El ruso casi lo pasó peor: en la Unión Soviética su derrota se vivió como una humillación nacional y las autoridades del país le defenestraron, quitándole sus privilegios y obligándole a exiliarse en Francia, país donde vive y del que es ciudadano desde 1978. Curiosamente ambos hombres volverían a encontrarse años después en una reedición amistosa de su célebre enfrentamiento, disputado esta vez en Belgrado. Sólo hubo un problema: el encuentro violaba las sanciones internacionales impuestas a Yugoslavia por la Guerra de los Balcanes y Fischer, que como buen tarado no se mordía la lengua (entre otras lindezas se reconocía abiertamente antisemita pese a su ascendencia judía), acabó proscrito por el gobierno de Estados Unidos, que le puso en busca y captura. Tras dar tumbos por medio mundo protagonizando toda clase de sucesos (incluyendo una esperpéntica detención en Japón, donde acusó a la Policía local de torturarle) acabó admitido en Islandia como asilado, y allí moriría en 2008.

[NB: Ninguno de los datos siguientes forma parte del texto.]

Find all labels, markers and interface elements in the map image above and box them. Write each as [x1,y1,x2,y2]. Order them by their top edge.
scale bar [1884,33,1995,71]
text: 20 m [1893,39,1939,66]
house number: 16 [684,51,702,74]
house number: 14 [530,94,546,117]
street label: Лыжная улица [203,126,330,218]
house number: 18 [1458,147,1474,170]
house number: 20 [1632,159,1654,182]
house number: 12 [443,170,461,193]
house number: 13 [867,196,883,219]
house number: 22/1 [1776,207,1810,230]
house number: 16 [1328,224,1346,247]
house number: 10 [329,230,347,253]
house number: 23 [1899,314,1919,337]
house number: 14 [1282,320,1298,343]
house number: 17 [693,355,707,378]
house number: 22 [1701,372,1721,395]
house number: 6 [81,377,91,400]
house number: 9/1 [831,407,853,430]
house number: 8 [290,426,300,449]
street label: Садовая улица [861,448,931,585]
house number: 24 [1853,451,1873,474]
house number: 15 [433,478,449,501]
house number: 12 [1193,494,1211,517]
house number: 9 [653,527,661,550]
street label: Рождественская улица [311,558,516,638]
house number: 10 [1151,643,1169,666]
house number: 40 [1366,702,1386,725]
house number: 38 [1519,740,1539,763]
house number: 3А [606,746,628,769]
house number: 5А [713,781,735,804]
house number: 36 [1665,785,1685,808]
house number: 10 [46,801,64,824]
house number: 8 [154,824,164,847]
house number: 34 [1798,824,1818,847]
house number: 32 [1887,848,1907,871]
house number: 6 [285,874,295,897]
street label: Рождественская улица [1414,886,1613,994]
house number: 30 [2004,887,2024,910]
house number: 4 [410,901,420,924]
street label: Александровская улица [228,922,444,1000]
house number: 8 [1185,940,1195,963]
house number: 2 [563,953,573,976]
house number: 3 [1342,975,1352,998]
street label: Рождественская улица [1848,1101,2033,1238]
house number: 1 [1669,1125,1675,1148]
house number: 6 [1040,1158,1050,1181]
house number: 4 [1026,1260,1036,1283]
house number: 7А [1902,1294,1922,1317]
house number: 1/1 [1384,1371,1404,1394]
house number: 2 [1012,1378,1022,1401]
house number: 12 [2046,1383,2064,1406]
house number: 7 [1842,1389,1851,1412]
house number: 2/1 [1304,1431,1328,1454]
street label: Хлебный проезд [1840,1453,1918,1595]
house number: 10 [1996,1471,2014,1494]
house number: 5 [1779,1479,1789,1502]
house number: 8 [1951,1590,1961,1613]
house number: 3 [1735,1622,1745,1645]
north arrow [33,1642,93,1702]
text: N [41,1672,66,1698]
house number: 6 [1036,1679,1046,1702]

Es probable que quienes vean El caso Fischer encuentren más interesante el resumen anterior, y gracias a él se aventuren a indagar en la figura del ajedrecista americano y profundizar en su rivalidad con Spassky, trufada de anécdotas impagables. El motivo es que la película resulta, lisa y llanamente, decepcionante. La culpa la tienen el guión de Stephen Knight (demasiado largo) y la dirección de Edward Zwick, quien acostumbrado a rodar melodramas épicos de escasa entidad como Leyendas de pasión o El ultimo samurai no consigue dar con el tono adecuado para este trabajo, mucho más intimista y complejo. El resultado es un filme aburrido y pesado, que no da de sí todo lo que podría y en el que lo único realmente destacable se encuentra en la interpretación del actor Liev Schreiber, de origen ruso y cuyo parecido con Spassky no se limita al aspecto físico. La réplica como Fischer se la da Tobey Maguire, quien además produce la película y a veces sobreactúa tanto que parece que su papel se lo está tomando a broma, casi como si estuviese «interpretando» de nuevo a Spiderman. Muy flojo.

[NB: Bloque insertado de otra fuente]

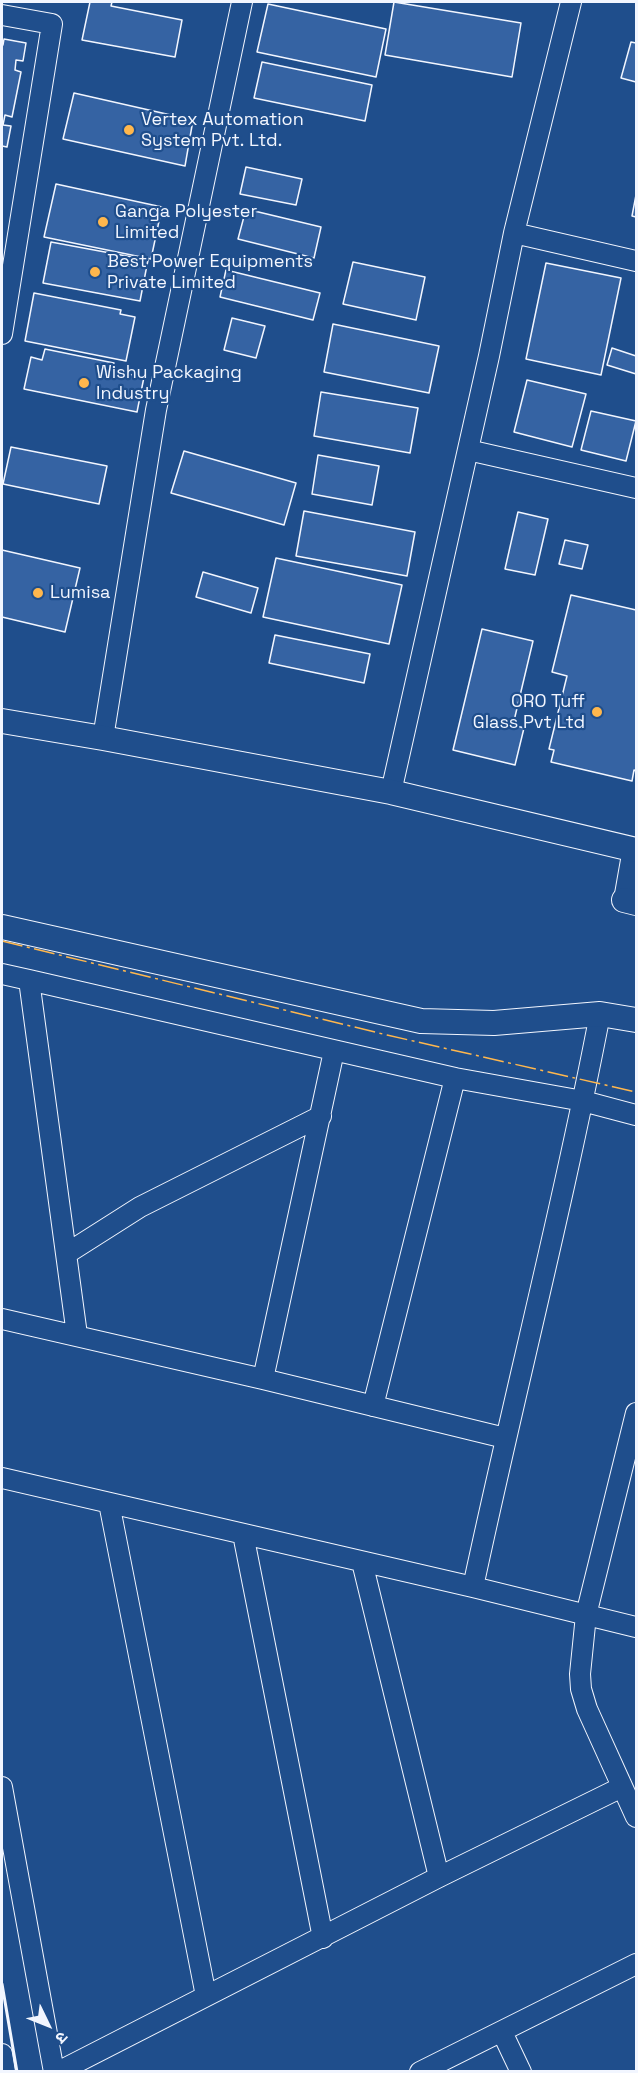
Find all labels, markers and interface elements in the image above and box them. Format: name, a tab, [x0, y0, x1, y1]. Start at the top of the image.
place label: Vertex Automation System Pvt. Ltd.	[141, 109, 304, 152]
marker: Vertex Automation System Pvt. Ltd.	[122, 123, 136, 137]
place label: Ganga Polyester Limited	[115, 201, 257, 244]
marker: Ganga Polyester Limited	[96, 215, 110, 229]
place label: Best Power Equipments Private Limited	[107, 251, 313, 294]
marker: Best Power Equipments Private Limited	[88, 265, 102, 279]
place label: Wishu Packaging Industry	[96, 362, 242, 404]
marker: Wishu Packaging Industry	[77, 376, 91, 390]
place label: Lumisa	[50, 582, 110, 604]
marker: Lumisa	[31, 586, 45, 600]
place label: ORO Tuff Glass Pvt Ltd	[473, 691, 585, 734]
marker: ORO Tuff Glass Pvt Ltd	[590, 705, 604, 719]
north arrow	[18, 1995, 78, 2055]
text: उ	[51, 2027, 72, 2048]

«¡Que estoy muy loco tío! ¡QUE ESTOY MUY LOCO!»
Total, un filme cuyo interés se encuentra a la par del suscitado en países como España, a donde El caso Fischer llegó más de dos años después del estreno oficial y de manera casi clandestina, pese a la presencia de Tobey Maguire encabezando el reparto. Yo mismo me aburrí tanto que hubo un momento en que decidí parar la película e irme a fregar y a limpiar la arena de los gatos, teniendo que esforzarme acto seguido para poder acabarla. Eso lo dice todo acerca de ella, y es una pena porque los mimbres disponibles sin duda daban para bastante más.
Resultado: un muermo, como el ajedrez para los no aficionados.